8-16 GPU cycles are 16-32 CPU cycles, so GPU-to-ESRAM latency would be comparable to a CPU L2 cache hit (20 cycles). In general, it is easier to design a low-latency scratchpad memory than a low-latency cache.
 
I am curious if this will be confirmed or someone feeling self important: 8-16 cycles to ESRAM.

If this is confirmed I have quite a few snippets from the source.

how about you post these snippets since since we are all speculating here anyway?
 
What about the current Durango architecture cant 'handle' the 360 games? Is it just the CPU or the whole thing is the wrong fit in the wrong places (CPU, GPU,edram)?

I doubt it could be done on the CPU side. But even if technically it could be brute forced thorough software BC, I think it was bkilian that said the time/manpower/cost of doing it is very high.

Xbox BC for 360 was dropped fairly quickly. I may be wrong, but I think software BC would be even harder this time?
 
Yeah and that is in relation to the 360 gpu which, according to their estimate, had about 53% efficiency.

Would you mind sharing, if and how, efficiency is defined in the document? Are they using a benchmark or is it all generalities?
 
To latency cycles to GDDR5, 400-500 cycles.But is strange that the cpu has many more latency cycles to hit L2 that GPU to acces ESRAM.Is almost like a L1 behaviour.

I don't believe the 4-500 cycles number for a moment.

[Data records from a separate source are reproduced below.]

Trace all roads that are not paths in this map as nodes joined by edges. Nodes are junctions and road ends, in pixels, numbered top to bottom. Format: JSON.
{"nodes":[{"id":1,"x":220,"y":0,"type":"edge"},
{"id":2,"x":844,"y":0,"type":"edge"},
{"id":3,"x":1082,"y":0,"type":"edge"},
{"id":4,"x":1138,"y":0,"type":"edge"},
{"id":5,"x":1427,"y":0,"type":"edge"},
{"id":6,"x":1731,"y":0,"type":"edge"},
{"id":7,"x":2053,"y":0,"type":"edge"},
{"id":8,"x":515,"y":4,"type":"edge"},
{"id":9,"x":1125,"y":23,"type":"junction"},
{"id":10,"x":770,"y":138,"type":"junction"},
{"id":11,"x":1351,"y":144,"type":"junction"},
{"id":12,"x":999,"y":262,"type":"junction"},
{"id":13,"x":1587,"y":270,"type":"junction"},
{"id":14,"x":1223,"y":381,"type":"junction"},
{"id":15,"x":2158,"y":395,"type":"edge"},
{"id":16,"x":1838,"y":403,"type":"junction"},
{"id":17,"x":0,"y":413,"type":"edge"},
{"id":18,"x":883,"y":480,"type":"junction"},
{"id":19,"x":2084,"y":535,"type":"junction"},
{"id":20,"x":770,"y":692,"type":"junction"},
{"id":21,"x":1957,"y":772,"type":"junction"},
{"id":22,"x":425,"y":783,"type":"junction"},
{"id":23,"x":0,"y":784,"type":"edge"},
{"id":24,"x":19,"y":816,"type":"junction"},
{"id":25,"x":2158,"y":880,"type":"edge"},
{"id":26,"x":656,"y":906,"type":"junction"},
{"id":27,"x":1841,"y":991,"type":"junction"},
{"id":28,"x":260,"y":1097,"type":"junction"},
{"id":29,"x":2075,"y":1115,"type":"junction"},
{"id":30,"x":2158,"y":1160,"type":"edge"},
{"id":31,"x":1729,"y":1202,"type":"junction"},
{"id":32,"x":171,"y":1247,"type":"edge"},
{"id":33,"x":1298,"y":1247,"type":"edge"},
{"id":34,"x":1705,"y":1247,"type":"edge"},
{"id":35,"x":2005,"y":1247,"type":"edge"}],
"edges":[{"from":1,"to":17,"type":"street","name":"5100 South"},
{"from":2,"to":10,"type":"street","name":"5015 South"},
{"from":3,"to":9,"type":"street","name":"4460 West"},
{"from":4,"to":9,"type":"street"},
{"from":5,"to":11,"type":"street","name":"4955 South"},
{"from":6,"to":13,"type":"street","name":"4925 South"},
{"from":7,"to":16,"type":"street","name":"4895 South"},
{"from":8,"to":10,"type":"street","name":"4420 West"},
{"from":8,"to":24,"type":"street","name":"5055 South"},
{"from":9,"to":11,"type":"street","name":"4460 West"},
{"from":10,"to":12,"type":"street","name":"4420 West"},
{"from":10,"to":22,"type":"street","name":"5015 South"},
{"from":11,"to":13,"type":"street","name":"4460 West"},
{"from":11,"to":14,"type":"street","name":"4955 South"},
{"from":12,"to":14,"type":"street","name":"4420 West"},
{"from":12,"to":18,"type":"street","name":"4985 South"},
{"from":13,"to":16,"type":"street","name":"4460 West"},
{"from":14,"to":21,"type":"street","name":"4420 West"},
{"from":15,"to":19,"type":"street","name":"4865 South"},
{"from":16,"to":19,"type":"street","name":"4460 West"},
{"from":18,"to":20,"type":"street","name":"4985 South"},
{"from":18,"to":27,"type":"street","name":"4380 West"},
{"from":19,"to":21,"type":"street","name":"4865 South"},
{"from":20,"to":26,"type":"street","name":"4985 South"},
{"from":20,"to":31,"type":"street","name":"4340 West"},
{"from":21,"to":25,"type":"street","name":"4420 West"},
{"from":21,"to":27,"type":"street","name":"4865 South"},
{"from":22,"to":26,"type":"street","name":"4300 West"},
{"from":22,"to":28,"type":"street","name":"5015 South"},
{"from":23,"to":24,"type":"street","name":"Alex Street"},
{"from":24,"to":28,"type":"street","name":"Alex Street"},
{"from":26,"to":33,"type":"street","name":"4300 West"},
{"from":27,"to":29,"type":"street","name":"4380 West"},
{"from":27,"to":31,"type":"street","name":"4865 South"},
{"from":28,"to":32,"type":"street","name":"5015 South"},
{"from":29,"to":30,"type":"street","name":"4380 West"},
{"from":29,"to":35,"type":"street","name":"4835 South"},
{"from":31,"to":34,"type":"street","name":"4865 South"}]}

The internal structure of GDDR5 modules is similar to DDR3, the command/address bus rate is comparable, it just has twice the data rate.

The high latency seen in som GPU benchmarks is likely the result of the memory system delaying individual requests to bunch several requests to indentical banks together for higher aggregate throughput (fewer stall waiting for banks to open).

This is probably performance enhancing for a GPU which can tolerate the added latency, but not for a CPU, requests from the CPU should be serviced ASAP.

I'd expect main memory latency to be on the order 50-100ns, ESRAM (if the 8-16 cycles is true) is 10-20 ns.

Cheers
 
Do you really think CPU showed by VGL is ALSO ready to control the OS of Durango?
In this case, isn't it somewhat weak for that purpose too?